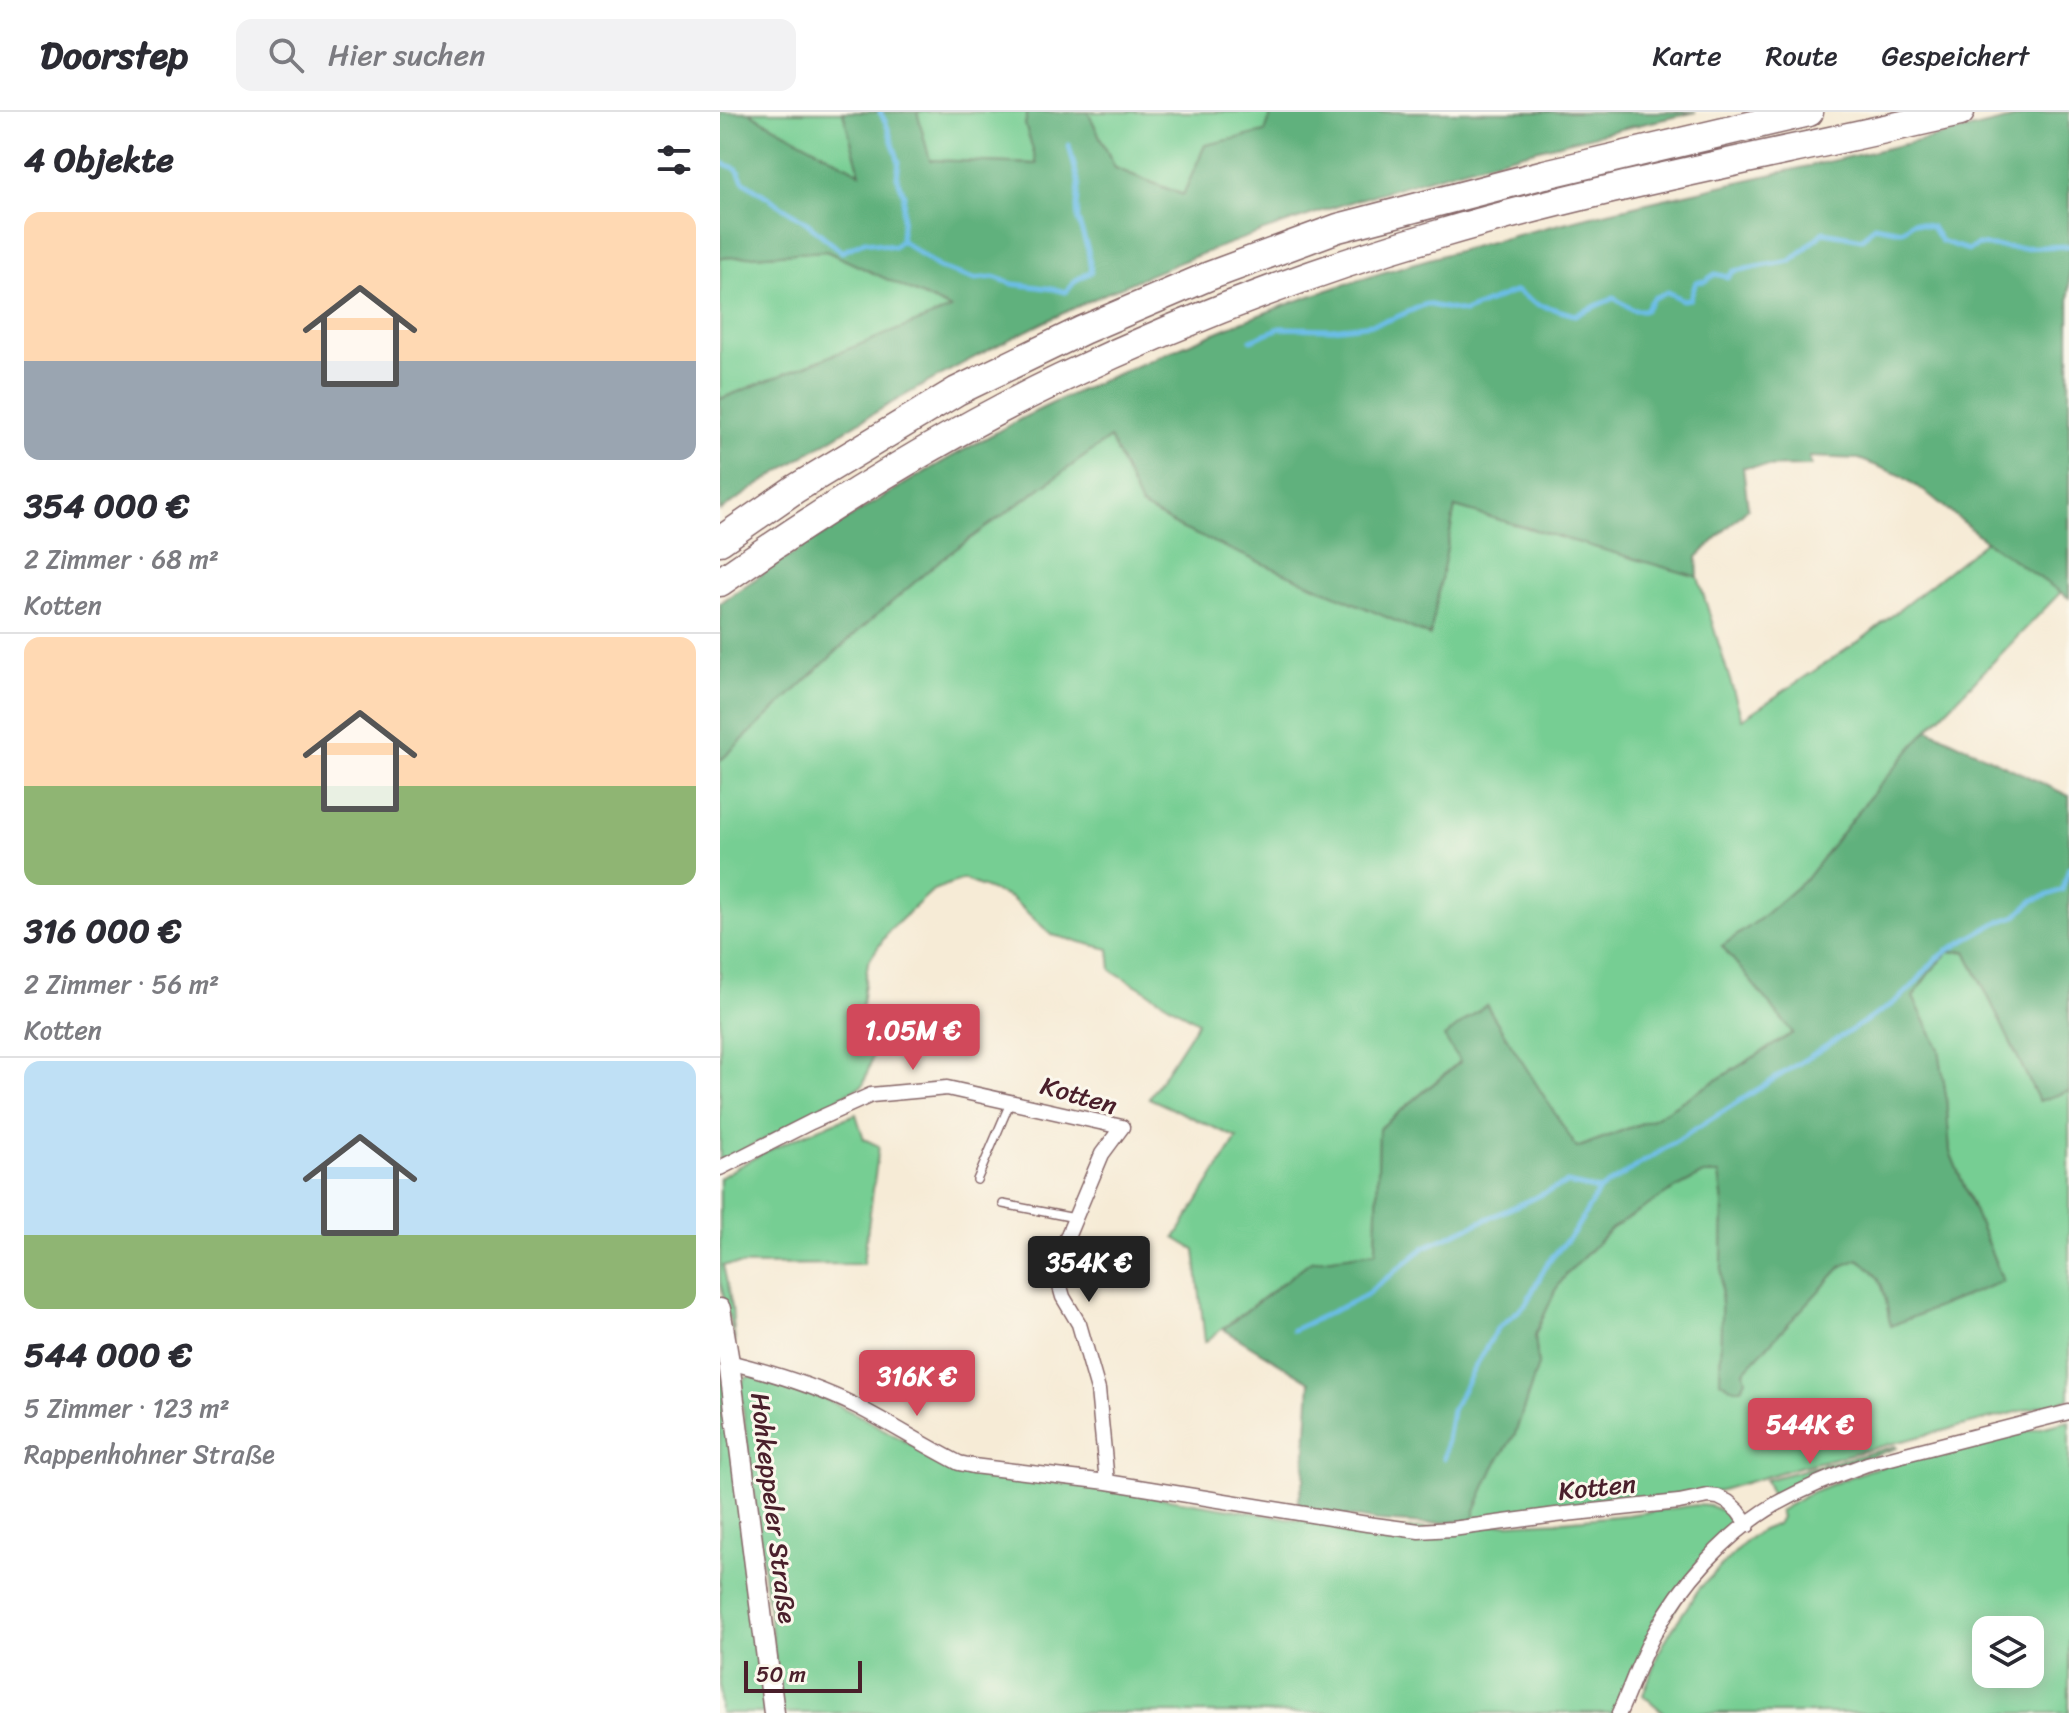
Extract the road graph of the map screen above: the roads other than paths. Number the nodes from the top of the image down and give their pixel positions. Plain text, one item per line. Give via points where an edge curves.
1 (1809, 112) edge
2 (1960, 112) edge
3 (720, 541) edge
4 (720, 582) edge
5 (1011, 1101) junction
6 (720, 1168) edge
7 (977, 1180) dead end
8 (1003, 1204) dead end
9 (1075, 1218) junction
10 (720, 1309) edge
11 (729, 1362) junction
12 (2069, 1412) edge
13 (1107, 1482) junction
14 (1748, 1525) junction
15 (774, 1713) edge
16 (1619, 1713) edge

1 - 3 highway via 1338,228 1209,276 957,391
2 - 4 highway via 1490,220 1223,308 975,422 871,482
5 - 6 street, Kotten via 947,1088 871,1095
5 - 7 lane
5 - 9 street, Kotten via 1122,1127 1102,1154
8 - 9 lane
9 - 13 street, Kotten via 1057,1276 1079,1324 1098,1390
10 - 11 street, Hohkeppeler Straße
11 - 13 street, Kotten via 834,1396 959,1463
11 - 15 street, Hohkeppeler Straße
12 - 14 street via 1867,1464 1799,1492
13 - 14 street, Kotten via 1419,1531 1708,1496 1728,1502
14 - 16 street via 1716,1552 1671,1606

Task requirements => Exclude all images and retype the data precisely.

Expected answer =>
Extract the road graph of the map screen above: the roads other than paths. Number the nodes from the top of the image down and give their pixel positions. Plain text, one item per line. Give via points where an edge curves.
1 (1809, 112) edge
2 (1960, 112) edge
3 (720, 541) edge
4 (720, 582) edge
5 (1011, 1101) junction
6 (720, 1168) edge
7 (977, 1180) dead end
8 (1003, 1204) dead end
9 (1075, 1218) junction
10 (720, 1309) edge
11 (729, 1362) junction
12 (2069, 1412) edge
13 (1107, 1482) junction
14 (1748, 1525) junction
15 (774, 1713) edge
16 (1619, 1713) edge

1 - 3 highway via 1338,228 1209,276 957,391
2 - 4 highway via 1490,220 1223,308 975,422 871,482
5 - 6 street, Kotten via 947,1088 871,1095
5 - 7 lane
5 - 9 street, Kotten via 1122,1127 1102,1154
8 - 9 lane
9 - 13 street, Kotten via 1057,1276 1079,1324 1098,1390
10 - 11 street, Hohkeppeler Straße
11 - 13 street, Kotten via 834,1396 959,1463
11 - 15 street, Hohkeppeler Straße
12 - 14 street via 1867,1464 1799,1492
13 - 14 street, Kotten via 1419,1531 1708,1496 1728,1502
14 - 16 street via 1716,1552 1671,1606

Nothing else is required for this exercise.